### RECORD SET ###

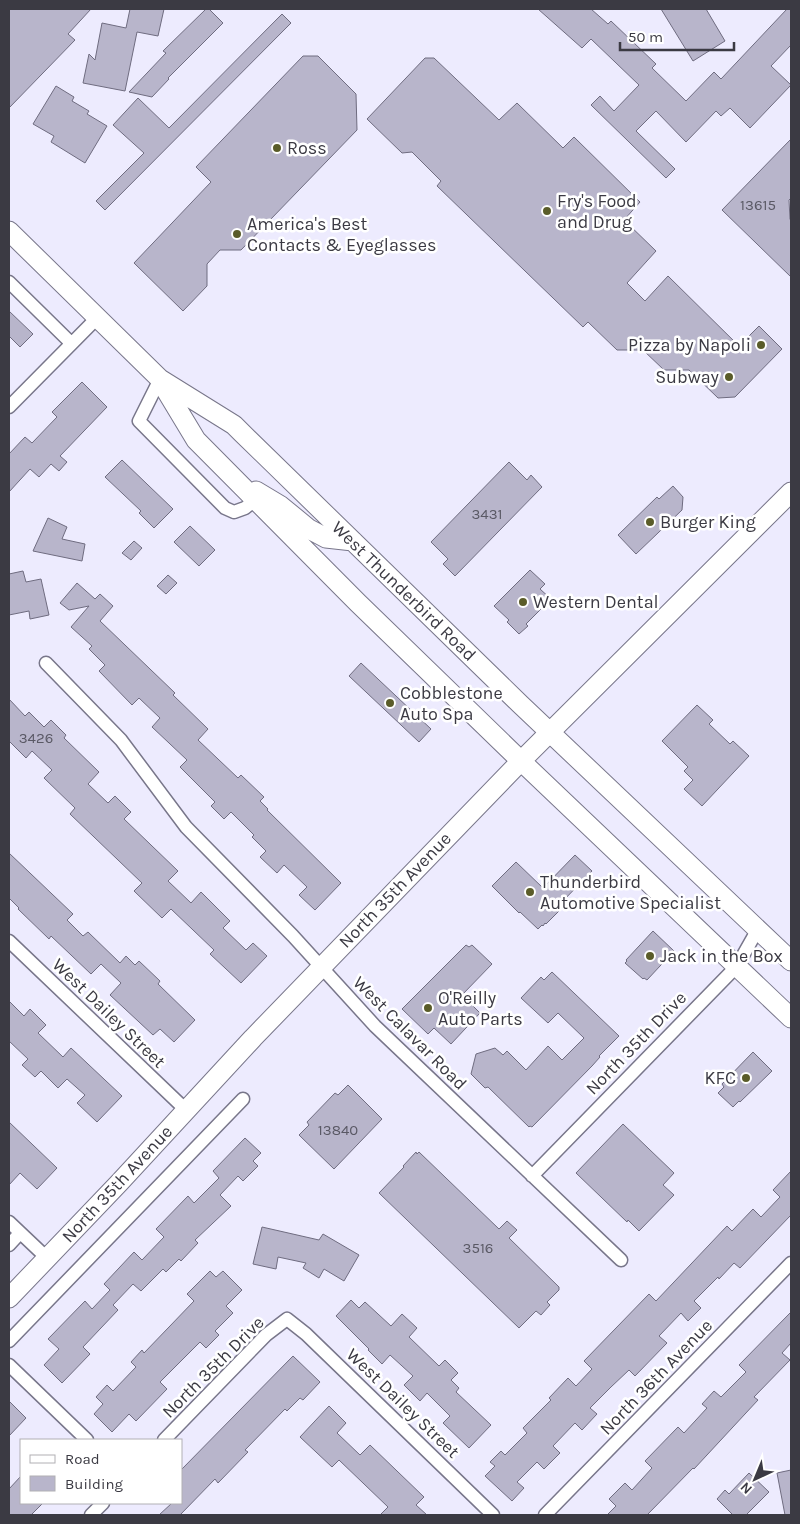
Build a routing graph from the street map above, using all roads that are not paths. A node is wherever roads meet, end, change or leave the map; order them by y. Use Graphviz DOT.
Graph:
graph roads {
  1 [pos="9,231"];
  2 [pos="9,282"];
  3 [pos="97,318"];
  4 [pos="71,343"];
  5 [pos="160,379"];
  6 [pos="9,407"];
  7 [pos="235,479"];
  8 [pos="791,492"];
  9 [pos="255,500"];
  10 [pos="353,541"];
  11 [pos="46,663"];
  12 [pos="550,731"];
  13 [pos="521,761"];
  14 [pos="758,929"];
  15 [pos="9,941"];
  16 [pos="791,961"];
  17 [pos="737,966"];
  18 [pos="321,968"];
  19 [pos="791,1018"];
  20 [pos="243,1099"];
  21 [pos="186,1110"];
  22 [pos="532,1176"];
  23 [pos="9,1222"];
  24 [pos="20,1233"];
  25 [pos="9,1244"];
  26 [pos="47,1258"];
  27 [pos="621,1260"];
  28 [pos="791,1263"];
  29 [pos="9,1298"];
  30 [pos="287,1319"];
  31 [pos="9,1341"];
  32 [pos="9,1365"];
  33 [pos="86,1439"];
  34 [pos="165,1439"];
  35 [pos="102,1504"];
  36 [pos="91,1515"];
  37 [pos="493,1515"];
  38 [pos="545,1515"];
  1 -- 3 [label="main road, West Thunderbird Road"];
  2 -- 4 [label="street"];
  3 -- 4 [label="street"];
  3 -- 5 [label="main road, West Thunderbird Road"];
  4 -- 6 [label="street"];
  5 -- 7 [label="main road, West Thunderbird Road"];
  5 -- 9 [label="street"];
  5 -- 10 [label="main road, West Thunderbird Road"];
  7 -- 9 [label="main road, West Thunderbird Road"];
  7 -- 10 [label="main road"];
  8 -- 12 [label="main road, North 35th Avenue"];
  9 -- 13 [label="main road, West Thunderbird Road"];
  10 -- 12 [label="main road, West Thunderbird Road"];
  11 -- 18 [label="street, West Calavar Road"];
  12 -- 13 [label="main road, North 35th Avenue"];
  12 -- 14 [label="main road, West Thunderbird Road"];
  13 -- 17 [label="main road, West Thunderbird Road"];
  13 -- 18 [label="main road, North 35th Avenue"];
  14 -- 16 [label="main road, West Thunderbird Road"];
  14 -- 17 [label="street, North 35th Drive"];
  15 -- 21 [label="street, West Dailey Street"];
  17 -- 19 [label="main road, West Thunderbird Road"];
  17 -- 22 [label="street, North 35th Drive"];
  18 -- 21 [label="main road, North 35th Avenue"];
  18 -- 22 [label="street, West Calavar Road"];
  20 -- 31 [label="street, North 35th Avenue"];
  21 -- 26 [label="main road, North 35th Avenue"];
  22 -- 27 [label="street, West Calavar Road"];
  23 -- 24 [label="street"];
  24 -- 25 [label="street"];
  24 -- 26 [label="street"];
  26 -- 29 [label="main road, North 35th Avenue"];
  28 -- 38 [label="street, North 36th Avenue"];
  30 -- 34 [label="street, North 35th Drive"];
  30 -- 37 [label="street, West Dailey Street"];
  32 -- 33 [label="street"];
  35 -- 36 [label="street"];
}
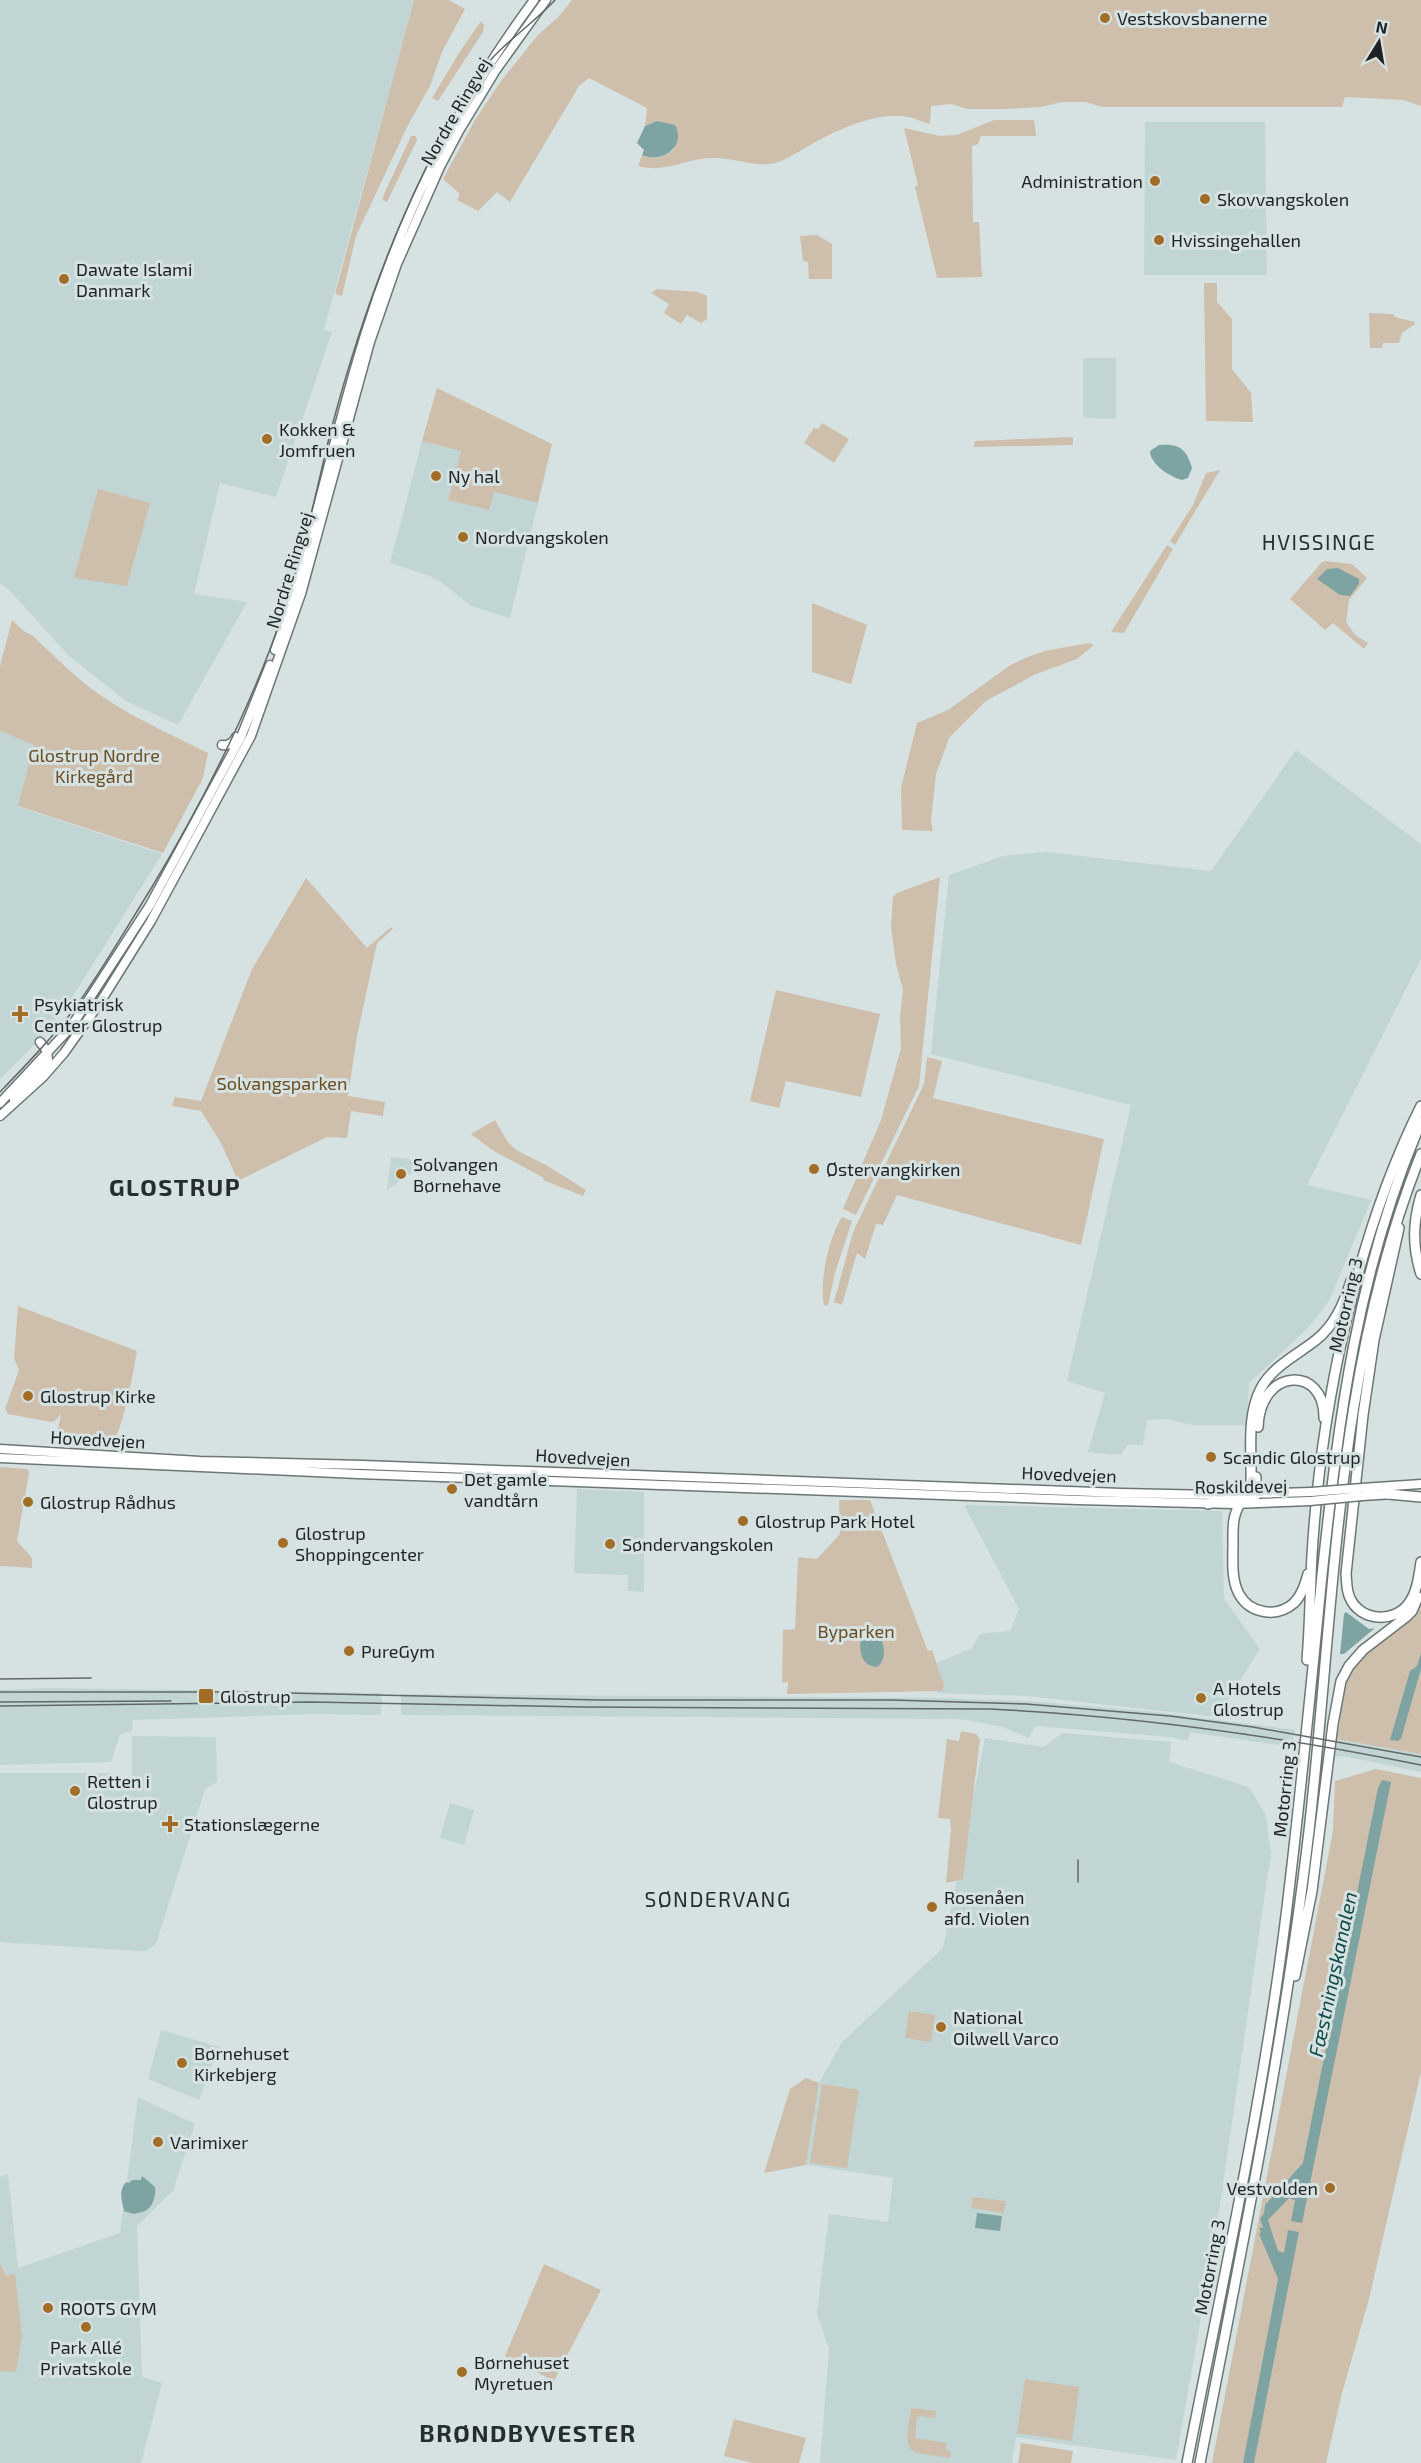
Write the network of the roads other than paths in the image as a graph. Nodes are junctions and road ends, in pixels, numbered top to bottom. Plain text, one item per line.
1 (534, 0) edge
2 (546, 0) edge
3 (257, 697) junction
4 (222, 745) dead end
5 (233, 750) junction
6 (210, 812) junction
7 (140, 915) junction
8 (128, 957) junction
9 (92, 996) junction
10 (48, 1053) junction
11 (0, 1103) edge
12 (1421, 1106) edge
13 (0, 1116) edge
14 (1421, 1122) edge
15 (1421, 1154) edge
16 (1421, 1194) edge
17 (1402, 1204) junction
18 (1366, 1249) junction
19 (1421, 1274) edge
20 (1324, 1442) junction
21 (0, 1449) edge
22 (0, 1458) edge
23 (574, 1473) junction
24 (522, 1479) junction
25 (1421, 1484) edge
26 (1362, 1492) junction
27 (1421, 1492) edge
28 (1165, 1494) joint
29 (1388, 1494) junction
30 (1251, 1495) junction
31 (1310, 1496) junction
32 (1421, 1497) edge
33 (1060, 1499) joint
34 (1208, 1504) junction
35 (1240, 1504) junction
36 (1312, 1554) junction
37 (1421, 1562) edge
38 (1421, 1589) edge
39 (1309, 1706) junction
40 (1282, 2031) junction
41 (1187, 2463) edge
42 (1200, 2463) edge

1 - 3 main road, Nordre Ringvej
2 - 6 main road, Nordre Ringvej
3 - 4 main road
3 - 5 main road, Nordre Ringvej
5 - 6 main road
5 - 7 main road, Nordre Ringvej
6 - 8 main road, Nordre Ringvej
7 - 8 main road
7 - 9 main road, Nordre Ringvej
8 - 13 main road, Nordre Ringvej
9 - 10 main road, Nordre Ringvej
9 - 10 main road
10 - 11 main road, Nordre Ringvej
10 - 13 main road
12 - 18 highway
14 - 39 highway, Motorring 3
15 - 17 highway, Motorring 3
16 - 19 highway
17 - 37 highway
17 - 40 highway, Motorring 3
18 - 20 highway
18 - 30 highway
20 - 30 highway
20 - 36 highway
21 - 23 main road, Hovedvejen
22 - 24 main road, Hovedvejen
23 - 24 main road
23 - 28 main road, Hovedvejen
24 - 33 main road, Hovedvejen
25 - 26 main road, Roskildevej
26 - 29 main road, Roskildevej
26 - 31 main road, Roskildevej, bridge
27 - 29 main road, Roskildevej
28 - 30 main road, Roskildevej
29 - 32 highway
30 - 31 main road, Roskildevej
30 - 34 highway
31 - 35 main road, Roskildevej
33 - 34 main road, Roskildevej
34 - 35 main road, Roskildevej
35 - 36 highway
36 - 39 highway
38 - 40 highway
39 - 41 highway, Motorring 3
40 - 42 highway, Motorring 3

###

For the string "Drive", search the preceding data and copy every line that includes it.

• [EXERCISE ANSWER]:
  14 -- 17 [label="street, North 35th Drive"];
  17 -- 22 [label="street, North 35th Drive"];
  30 -- 34 [label="street, North 35th Drive"];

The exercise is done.